Costs are, of course, an important and obvious consideration for any investor, but it is also important advisers look for a trust with a differentiated strategy from its peers, suggests Harry Stein, sales and marketing manager at Mobius Capital Partners.

Mr Stein explains: “When we launched the Mobius Investment Trust last year, our goal was to create a vehicle that took a truly innovative approach to emerging markets.

“This strategy allows us to not only leverage our decades of expertise, but also offer the market something that is unique, and the closed-ended nature of an investment trust is perfectly suited to this form of engagement.”

So what are some of the other unique features that set good trusts apart from their peers?

According to Mr Wilson, the ‘special features’ of an investment trust include an independent board of directors, keen charges, appropriate use of gearing, a long-term approach to investing, open access to the fund manager, and tactical use of revenue reserves to support dividend payments.

Dividend record

Indeed, when choosing an investment trust, Claire Dwyer, associate director for investment trusts at Fidelity International, suggests one important question to ask is: “What is its history of paying dividends and has the level been sustained?”
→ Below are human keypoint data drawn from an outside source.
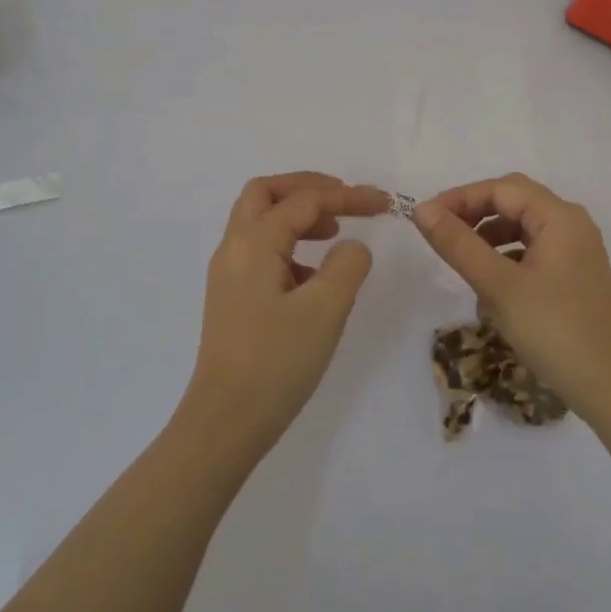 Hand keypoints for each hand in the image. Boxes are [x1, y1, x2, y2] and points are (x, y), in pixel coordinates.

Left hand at [183, 172, 387, 453]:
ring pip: (259, 220)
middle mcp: (234, 249)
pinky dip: (289, 244)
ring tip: (333, 233)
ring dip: (297, 214)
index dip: (347, 197)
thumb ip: (347, 266)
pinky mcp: (232, 297)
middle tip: (344, 201)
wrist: (225, 422)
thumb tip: (352, 247)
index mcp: (253, 243)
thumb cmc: (276, 363)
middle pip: (266, 193)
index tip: (385, 204)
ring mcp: (229, 274)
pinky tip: (313, 276)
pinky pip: (260, 250)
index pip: (304, 201)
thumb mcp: (325, 311)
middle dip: (308, 188)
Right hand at [411, 173, 610, 425]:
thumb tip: (421, 210)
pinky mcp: (575, 277)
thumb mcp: (498, 286)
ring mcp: (577, 252)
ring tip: (462, 261)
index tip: (425, 219)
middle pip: (514, 202)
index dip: (460, 198)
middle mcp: (572, 225)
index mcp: (559, 217)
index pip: (501, 189)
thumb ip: (458, 244)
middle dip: (475, 214)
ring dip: (489, 237)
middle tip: (440, 233)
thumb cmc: (554, 330)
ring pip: (523, 228)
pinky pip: (534, 252)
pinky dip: (507, 259)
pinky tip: (490, 289) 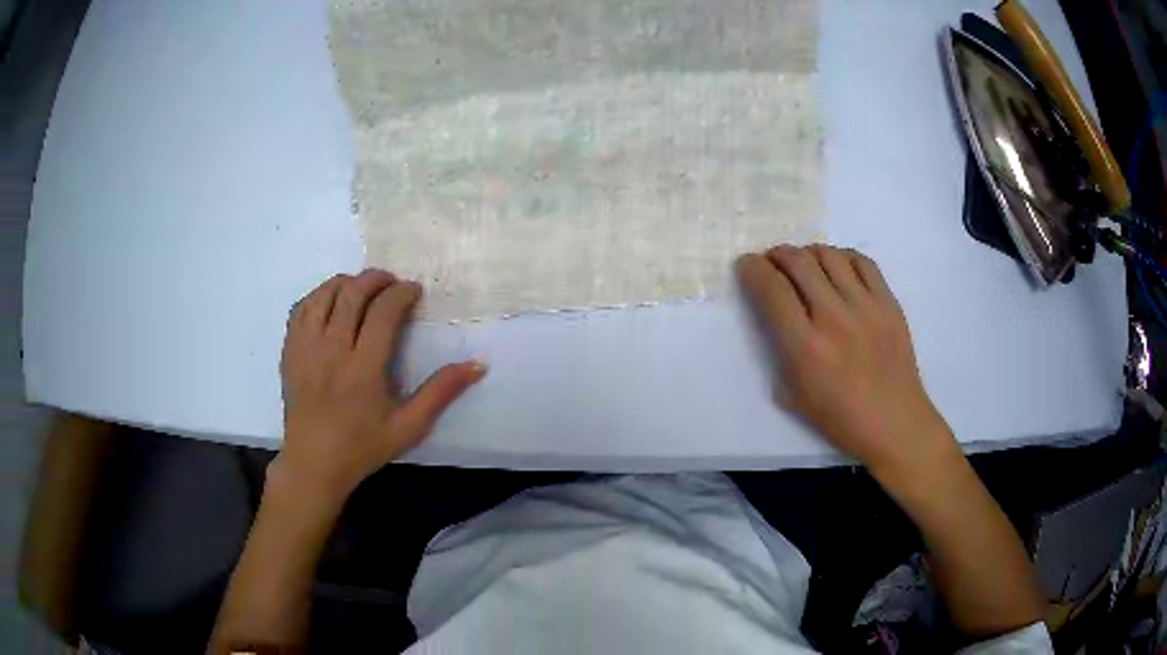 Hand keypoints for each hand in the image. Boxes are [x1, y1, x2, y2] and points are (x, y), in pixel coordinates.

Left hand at [275, 269, 485, 505]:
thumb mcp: (409, 427)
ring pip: (325, 294)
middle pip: (352, 294)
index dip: (401, 293)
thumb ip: (441, 392)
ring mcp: (306, 348)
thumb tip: (477, 364)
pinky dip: (319, 295)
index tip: (414, 291)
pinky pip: (301, 307)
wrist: (314, 462)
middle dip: (376, 279)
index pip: (383, 311)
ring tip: (362, 288)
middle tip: (392, 283)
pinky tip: (331, 301)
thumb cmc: (363, 446)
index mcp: (363, 368)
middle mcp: (332, 350)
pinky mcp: (290, 350)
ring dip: (347, 282)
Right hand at [736, 245, 956, 476]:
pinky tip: (838, 268)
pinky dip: (842, 257)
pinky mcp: (889, 302)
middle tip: (772, 262)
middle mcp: (833, 318)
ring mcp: (865, 306)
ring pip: (829, 255)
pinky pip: (862, 262)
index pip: (771, 288)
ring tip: (805, 265)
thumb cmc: (840, 417)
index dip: (752, 268)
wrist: (894, 422)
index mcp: (805, 347)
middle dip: (776, 254)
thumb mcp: (793, 395)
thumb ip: (779, 351)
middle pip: (798, 262)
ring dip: (808, 253)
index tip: (747, 266)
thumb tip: (775, 316)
She says this is important because “when things are good, investors get used to steady income streams from companies, but in more challenging times it will be the better-positioned trusts that prove their worth”.

Similarly, Annabel Brodie-Smith, communications director at the Association of Investment Companies, says investment companies have strong, long-term performance and income advantages, which mean many usually have impressive track records of dividend increases.

She explains: “There are 20 investment companies which have increased their dividends for 20 years or longer, with four companies having increased dividends for over 50 years.”

In its recent list of ‘Dividend Heroes’, published by the AIC on March 12, the City of London, Bankers, Alliance, and Caledonia trusts were all shown to have increased their dividends every year for more than 50 years.

She continues: “If their client is looking for income, they might also look at the investment company’s revenue reserves and dividend cover.